What the exercise asks: Going through the entries below, copy out each line that contains "Math".

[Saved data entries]
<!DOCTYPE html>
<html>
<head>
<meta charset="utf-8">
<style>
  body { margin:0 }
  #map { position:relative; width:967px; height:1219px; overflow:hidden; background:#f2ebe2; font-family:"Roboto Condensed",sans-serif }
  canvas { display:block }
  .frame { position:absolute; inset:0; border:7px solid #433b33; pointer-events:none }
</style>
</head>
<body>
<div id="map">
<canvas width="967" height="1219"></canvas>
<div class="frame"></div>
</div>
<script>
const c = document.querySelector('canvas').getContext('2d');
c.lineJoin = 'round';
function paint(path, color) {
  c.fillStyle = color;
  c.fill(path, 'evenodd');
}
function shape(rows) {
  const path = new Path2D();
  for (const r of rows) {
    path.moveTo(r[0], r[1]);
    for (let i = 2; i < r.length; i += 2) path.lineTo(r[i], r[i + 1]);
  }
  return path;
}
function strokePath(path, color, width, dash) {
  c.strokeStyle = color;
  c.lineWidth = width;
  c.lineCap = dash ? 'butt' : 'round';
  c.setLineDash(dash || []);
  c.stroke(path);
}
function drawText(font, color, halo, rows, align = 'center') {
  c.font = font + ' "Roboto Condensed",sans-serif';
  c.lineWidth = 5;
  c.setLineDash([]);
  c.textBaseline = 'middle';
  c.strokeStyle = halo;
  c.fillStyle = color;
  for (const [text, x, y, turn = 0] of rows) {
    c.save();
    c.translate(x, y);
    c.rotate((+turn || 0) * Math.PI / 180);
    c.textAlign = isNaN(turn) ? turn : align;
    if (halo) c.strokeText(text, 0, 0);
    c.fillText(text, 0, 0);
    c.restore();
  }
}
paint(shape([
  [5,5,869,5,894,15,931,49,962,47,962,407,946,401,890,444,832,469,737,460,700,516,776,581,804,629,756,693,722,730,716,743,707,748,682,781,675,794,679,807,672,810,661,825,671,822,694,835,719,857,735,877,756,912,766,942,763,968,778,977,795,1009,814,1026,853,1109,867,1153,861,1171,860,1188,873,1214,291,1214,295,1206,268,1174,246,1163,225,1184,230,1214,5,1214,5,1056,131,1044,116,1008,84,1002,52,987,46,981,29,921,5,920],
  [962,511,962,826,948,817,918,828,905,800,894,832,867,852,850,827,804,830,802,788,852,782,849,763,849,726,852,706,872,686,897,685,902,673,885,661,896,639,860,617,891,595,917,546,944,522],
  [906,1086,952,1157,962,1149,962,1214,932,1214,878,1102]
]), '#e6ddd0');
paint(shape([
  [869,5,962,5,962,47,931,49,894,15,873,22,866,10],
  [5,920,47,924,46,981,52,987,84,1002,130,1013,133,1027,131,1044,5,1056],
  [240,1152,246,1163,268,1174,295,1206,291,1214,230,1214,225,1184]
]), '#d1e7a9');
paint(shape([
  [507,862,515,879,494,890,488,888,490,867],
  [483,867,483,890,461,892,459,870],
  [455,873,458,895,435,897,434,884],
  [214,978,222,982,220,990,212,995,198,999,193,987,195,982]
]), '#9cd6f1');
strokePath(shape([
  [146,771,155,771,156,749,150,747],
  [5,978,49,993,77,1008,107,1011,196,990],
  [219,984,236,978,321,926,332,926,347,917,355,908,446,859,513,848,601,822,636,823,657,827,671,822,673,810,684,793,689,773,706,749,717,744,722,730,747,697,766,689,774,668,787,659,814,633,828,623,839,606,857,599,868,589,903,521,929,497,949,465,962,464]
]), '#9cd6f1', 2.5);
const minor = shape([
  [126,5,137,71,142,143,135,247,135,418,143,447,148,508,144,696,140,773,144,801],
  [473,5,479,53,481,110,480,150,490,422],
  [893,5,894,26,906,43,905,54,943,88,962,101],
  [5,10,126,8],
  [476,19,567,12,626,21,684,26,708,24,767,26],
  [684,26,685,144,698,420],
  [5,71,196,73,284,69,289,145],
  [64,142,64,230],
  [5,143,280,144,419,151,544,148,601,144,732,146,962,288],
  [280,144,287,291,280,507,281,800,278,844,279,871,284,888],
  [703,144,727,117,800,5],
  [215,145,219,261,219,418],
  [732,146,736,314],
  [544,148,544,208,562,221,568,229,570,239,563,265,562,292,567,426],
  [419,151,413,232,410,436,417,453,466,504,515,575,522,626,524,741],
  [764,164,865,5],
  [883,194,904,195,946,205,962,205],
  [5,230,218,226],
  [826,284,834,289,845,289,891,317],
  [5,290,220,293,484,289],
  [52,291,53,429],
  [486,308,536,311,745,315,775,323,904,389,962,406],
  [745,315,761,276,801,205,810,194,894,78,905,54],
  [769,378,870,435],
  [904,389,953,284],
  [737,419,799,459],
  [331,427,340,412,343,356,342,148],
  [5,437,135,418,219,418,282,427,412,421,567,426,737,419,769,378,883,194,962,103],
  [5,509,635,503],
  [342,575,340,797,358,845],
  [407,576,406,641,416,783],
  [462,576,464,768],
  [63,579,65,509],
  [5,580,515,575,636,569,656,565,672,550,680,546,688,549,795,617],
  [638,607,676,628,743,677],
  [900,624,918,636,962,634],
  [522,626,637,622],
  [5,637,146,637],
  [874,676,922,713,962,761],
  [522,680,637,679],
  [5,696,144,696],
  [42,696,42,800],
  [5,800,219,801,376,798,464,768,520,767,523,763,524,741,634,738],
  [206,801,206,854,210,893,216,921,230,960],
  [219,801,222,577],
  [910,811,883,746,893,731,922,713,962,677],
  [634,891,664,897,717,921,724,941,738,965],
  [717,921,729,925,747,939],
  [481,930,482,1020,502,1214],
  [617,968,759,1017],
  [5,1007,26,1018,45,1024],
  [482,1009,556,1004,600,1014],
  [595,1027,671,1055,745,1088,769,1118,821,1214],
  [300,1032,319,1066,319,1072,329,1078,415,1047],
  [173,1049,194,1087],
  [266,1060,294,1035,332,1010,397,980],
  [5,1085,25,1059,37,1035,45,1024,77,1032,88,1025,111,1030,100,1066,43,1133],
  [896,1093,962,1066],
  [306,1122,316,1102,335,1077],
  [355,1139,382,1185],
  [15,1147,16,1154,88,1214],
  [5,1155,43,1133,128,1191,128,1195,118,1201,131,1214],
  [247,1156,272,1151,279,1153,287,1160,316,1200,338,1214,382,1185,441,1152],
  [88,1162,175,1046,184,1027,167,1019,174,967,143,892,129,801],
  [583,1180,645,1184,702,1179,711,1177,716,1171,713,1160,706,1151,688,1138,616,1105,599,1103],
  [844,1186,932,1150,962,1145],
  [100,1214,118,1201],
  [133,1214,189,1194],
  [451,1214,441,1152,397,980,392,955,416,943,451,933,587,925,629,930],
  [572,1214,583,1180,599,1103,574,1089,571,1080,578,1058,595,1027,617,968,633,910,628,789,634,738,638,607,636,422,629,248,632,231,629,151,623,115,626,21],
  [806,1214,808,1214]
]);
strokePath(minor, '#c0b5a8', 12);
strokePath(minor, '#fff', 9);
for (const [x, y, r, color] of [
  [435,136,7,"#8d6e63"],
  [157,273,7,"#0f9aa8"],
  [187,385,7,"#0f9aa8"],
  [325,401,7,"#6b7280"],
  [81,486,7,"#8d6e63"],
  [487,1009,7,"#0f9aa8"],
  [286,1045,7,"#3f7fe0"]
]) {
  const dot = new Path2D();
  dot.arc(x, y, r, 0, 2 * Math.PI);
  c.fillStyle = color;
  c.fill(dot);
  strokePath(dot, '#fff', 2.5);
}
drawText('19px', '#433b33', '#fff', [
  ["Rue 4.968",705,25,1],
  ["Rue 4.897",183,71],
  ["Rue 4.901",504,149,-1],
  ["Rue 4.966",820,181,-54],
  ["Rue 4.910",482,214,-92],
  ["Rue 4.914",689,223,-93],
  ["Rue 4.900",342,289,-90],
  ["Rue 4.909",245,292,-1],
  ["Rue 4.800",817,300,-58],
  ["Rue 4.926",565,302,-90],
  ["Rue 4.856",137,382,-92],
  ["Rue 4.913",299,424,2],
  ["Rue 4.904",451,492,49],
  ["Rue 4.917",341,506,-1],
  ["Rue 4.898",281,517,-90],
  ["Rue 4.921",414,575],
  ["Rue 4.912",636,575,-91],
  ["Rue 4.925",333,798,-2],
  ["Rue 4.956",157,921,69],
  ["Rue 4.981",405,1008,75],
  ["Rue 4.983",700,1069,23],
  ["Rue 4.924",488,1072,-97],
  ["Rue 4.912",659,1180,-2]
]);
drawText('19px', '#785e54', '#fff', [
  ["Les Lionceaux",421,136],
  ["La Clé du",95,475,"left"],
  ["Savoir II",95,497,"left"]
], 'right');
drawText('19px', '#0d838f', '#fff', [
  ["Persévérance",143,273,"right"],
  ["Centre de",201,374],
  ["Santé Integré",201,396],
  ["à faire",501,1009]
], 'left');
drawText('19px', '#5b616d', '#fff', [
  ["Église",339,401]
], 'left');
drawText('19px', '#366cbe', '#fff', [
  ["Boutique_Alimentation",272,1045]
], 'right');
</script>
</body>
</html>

Written response:
    c.rotate((+turn || 0) * Math.PI / 180);
  dot.arc(x, y, r, 0, 2 * Math.PI);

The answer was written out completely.